(Material for the task)

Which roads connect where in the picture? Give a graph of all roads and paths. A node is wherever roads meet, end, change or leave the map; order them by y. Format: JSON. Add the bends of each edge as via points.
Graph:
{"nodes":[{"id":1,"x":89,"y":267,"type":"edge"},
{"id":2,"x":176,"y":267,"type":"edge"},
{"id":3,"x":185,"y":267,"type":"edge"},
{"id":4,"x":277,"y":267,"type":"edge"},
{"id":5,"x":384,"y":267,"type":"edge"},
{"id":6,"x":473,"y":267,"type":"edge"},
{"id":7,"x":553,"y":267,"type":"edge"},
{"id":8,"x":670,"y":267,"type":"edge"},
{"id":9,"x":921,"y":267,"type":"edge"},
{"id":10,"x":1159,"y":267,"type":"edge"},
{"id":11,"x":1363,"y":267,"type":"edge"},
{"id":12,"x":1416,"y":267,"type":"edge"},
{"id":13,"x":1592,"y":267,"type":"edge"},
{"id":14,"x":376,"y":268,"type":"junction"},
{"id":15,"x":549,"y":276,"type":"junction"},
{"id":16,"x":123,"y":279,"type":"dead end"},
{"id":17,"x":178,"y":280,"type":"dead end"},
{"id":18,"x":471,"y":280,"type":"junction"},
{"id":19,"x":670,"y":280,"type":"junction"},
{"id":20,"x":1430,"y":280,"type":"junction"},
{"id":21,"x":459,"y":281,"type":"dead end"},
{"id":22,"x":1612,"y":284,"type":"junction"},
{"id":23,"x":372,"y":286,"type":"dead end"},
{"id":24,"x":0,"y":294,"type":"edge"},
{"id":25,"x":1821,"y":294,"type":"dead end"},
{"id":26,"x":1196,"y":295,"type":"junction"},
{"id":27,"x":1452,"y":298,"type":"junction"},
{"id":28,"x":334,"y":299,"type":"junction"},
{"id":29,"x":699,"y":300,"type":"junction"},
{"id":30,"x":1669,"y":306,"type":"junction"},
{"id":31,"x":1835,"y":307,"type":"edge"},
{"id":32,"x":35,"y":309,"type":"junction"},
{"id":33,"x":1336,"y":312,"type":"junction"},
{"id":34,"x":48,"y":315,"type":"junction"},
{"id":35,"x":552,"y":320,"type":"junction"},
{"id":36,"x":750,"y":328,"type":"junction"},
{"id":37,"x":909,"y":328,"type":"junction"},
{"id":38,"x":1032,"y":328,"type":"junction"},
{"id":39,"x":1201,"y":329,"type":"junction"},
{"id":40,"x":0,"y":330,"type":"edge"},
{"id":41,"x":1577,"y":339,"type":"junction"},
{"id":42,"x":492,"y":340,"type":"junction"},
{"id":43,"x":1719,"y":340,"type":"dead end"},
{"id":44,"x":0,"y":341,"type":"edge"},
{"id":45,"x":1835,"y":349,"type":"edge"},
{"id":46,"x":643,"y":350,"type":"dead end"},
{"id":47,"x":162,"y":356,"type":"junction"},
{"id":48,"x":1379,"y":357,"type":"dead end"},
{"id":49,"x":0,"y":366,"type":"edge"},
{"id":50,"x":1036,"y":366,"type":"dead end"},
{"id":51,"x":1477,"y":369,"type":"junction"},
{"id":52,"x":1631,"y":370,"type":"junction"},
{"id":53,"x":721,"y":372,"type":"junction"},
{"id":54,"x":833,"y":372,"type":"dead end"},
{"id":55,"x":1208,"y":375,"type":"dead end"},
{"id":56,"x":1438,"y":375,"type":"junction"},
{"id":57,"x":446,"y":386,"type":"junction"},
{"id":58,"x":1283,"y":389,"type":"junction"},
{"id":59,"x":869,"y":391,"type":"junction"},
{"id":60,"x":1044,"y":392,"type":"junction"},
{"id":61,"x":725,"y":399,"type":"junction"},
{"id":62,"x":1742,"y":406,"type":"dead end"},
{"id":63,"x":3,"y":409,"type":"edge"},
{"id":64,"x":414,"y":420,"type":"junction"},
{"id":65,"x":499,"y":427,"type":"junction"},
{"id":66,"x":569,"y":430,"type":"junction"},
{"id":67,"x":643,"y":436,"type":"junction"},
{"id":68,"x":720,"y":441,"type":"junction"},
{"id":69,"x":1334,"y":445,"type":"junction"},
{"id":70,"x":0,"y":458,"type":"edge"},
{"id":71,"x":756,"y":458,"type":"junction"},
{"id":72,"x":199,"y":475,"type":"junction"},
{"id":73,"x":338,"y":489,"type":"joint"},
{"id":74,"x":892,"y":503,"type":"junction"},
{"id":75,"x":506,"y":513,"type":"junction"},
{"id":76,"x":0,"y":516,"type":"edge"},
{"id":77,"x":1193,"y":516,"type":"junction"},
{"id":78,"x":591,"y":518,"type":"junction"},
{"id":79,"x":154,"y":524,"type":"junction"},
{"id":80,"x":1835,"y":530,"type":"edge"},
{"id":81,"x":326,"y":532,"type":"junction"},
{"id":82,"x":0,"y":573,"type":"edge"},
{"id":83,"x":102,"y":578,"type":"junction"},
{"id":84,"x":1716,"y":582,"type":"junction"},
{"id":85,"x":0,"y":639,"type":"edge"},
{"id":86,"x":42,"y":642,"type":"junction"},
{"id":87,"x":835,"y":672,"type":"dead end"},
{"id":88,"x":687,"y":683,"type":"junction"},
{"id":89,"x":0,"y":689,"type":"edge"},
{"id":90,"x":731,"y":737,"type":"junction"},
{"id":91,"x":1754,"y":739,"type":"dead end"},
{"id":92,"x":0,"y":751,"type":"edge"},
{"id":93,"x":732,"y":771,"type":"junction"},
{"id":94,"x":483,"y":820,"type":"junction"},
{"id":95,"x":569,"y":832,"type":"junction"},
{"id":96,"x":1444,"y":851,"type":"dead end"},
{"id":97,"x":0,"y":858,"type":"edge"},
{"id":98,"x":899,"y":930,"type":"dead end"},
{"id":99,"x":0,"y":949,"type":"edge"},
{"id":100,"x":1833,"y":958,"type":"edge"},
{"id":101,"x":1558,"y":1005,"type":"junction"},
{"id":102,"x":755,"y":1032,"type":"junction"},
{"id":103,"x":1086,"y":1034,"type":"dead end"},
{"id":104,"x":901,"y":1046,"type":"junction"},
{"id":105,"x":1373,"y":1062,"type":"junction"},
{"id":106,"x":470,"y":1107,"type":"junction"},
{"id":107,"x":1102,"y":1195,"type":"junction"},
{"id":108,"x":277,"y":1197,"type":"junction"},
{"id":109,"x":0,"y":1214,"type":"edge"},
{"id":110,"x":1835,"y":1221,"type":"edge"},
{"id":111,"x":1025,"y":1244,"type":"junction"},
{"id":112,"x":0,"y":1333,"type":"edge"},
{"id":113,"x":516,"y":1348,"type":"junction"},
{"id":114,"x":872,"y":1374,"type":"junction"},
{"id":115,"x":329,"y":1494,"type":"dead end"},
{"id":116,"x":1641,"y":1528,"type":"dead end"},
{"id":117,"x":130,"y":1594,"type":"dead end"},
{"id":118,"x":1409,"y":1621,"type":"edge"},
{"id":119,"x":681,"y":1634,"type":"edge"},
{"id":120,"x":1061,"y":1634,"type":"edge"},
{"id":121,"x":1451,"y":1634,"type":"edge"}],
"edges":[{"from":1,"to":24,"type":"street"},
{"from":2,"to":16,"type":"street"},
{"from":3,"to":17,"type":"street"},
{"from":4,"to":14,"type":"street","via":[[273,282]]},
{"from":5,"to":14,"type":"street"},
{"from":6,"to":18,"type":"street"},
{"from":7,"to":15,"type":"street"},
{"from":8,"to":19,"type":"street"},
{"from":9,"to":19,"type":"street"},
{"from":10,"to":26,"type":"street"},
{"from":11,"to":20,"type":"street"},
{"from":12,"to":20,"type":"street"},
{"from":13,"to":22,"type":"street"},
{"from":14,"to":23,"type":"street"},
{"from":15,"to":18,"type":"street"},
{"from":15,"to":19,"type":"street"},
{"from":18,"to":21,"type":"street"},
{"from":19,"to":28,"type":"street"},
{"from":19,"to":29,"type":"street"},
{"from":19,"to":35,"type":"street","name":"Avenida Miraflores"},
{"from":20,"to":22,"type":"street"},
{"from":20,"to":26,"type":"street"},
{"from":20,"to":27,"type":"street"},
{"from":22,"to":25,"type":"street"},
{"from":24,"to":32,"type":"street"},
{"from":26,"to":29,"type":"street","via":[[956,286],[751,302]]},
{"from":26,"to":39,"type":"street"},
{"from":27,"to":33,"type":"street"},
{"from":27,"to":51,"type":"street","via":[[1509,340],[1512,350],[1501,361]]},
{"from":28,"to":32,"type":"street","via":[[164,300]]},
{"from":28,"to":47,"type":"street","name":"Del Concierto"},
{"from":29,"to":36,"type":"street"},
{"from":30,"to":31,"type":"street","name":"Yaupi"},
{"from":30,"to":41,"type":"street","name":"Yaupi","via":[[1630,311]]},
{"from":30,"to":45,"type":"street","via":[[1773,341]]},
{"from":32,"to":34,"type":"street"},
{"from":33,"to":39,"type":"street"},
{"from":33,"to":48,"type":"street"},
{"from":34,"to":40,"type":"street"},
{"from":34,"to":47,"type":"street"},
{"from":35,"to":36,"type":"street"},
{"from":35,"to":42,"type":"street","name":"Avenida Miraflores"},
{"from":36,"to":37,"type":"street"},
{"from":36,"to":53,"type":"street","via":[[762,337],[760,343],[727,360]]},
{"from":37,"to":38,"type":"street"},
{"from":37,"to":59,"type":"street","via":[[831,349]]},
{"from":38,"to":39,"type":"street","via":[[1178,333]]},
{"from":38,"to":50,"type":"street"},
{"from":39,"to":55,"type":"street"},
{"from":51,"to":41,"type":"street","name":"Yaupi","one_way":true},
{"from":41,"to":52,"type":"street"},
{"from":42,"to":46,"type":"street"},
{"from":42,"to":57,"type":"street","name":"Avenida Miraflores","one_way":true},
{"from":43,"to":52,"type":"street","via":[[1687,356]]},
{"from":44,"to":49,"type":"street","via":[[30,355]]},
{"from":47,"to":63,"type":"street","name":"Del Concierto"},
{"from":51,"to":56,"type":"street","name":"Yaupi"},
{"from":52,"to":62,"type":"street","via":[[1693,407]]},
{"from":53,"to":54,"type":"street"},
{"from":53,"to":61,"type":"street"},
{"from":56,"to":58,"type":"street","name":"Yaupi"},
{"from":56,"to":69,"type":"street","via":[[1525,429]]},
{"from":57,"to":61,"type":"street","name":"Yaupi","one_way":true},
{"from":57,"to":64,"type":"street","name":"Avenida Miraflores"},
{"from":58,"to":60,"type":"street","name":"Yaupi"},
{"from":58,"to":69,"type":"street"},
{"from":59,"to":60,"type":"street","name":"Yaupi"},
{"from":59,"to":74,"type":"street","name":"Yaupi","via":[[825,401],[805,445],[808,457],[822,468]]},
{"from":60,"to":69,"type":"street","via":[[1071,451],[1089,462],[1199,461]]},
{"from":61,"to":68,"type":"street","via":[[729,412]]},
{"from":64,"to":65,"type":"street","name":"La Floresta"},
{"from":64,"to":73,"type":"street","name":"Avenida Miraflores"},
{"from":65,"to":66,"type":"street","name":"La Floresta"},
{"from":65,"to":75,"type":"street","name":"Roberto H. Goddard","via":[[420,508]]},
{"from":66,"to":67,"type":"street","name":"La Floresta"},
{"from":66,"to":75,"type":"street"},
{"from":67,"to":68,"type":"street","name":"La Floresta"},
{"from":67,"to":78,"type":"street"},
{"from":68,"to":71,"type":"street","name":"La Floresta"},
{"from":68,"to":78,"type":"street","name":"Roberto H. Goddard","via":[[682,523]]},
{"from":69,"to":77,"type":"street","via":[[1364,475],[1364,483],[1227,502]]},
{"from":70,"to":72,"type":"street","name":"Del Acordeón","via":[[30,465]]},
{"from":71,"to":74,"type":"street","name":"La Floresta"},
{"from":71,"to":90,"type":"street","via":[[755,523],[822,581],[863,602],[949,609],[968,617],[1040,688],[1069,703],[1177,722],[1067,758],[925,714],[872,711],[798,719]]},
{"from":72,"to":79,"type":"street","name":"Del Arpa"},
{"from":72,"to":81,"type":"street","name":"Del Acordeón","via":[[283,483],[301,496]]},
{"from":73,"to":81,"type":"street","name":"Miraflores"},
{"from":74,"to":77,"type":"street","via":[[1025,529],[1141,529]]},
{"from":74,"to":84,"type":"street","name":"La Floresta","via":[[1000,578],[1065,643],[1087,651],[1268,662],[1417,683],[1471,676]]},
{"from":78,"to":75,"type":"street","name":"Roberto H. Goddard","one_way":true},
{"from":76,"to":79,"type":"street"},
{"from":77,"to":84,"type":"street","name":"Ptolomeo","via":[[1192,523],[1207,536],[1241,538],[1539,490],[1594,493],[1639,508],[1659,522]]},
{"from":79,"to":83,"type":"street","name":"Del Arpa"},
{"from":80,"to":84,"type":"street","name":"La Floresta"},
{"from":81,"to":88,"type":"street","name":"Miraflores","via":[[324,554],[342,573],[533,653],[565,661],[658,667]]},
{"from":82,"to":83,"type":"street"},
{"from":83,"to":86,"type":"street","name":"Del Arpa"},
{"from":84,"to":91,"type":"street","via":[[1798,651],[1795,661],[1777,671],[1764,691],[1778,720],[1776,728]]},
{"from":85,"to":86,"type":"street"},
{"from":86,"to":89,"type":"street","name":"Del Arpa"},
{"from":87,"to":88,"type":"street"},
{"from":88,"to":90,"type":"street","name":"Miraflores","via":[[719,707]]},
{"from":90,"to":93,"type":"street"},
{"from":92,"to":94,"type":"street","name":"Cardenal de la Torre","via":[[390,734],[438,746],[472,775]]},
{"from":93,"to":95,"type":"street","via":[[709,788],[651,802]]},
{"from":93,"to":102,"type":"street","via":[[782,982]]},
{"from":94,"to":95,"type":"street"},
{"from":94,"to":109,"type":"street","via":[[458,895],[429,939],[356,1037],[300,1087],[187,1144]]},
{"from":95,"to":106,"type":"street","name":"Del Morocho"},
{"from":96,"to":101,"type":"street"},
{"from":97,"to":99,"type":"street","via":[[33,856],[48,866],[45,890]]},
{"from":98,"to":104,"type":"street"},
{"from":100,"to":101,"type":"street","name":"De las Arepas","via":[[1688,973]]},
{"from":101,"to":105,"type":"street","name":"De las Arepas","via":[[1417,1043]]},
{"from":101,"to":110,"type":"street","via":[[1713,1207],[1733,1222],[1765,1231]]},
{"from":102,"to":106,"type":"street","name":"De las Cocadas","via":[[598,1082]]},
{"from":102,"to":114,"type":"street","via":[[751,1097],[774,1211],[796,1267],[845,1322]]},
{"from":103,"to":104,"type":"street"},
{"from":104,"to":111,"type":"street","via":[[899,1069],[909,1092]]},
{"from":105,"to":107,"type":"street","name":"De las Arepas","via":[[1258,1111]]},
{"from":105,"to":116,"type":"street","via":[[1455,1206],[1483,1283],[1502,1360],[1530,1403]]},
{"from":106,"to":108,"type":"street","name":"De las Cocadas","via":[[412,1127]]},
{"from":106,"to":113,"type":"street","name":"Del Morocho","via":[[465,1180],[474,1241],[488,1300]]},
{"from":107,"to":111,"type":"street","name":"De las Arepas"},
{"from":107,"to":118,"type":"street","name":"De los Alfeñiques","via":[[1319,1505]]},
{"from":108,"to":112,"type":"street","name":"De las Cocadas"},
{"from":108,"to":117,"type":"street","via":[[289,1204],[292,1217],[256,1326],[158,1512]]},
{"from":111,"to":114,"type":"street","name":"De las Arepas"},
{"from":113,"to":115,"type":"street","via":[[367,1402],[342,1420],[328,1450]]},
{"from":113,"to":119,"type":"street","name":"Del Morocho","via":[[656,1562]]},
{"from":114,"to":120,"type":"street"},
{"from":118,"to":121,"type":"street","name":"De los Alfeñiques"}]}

(End Material for the task)

▶ Aim of the exercise
Your answer should be each line of the data that contains the word "Concierto", copied as it stands.

▶ Exercise result
{"from":28,"to":47,"type":"street","name":"Del Concierto"},
{"from":47,"to":63,"type":"street","name":"Del Concierto"},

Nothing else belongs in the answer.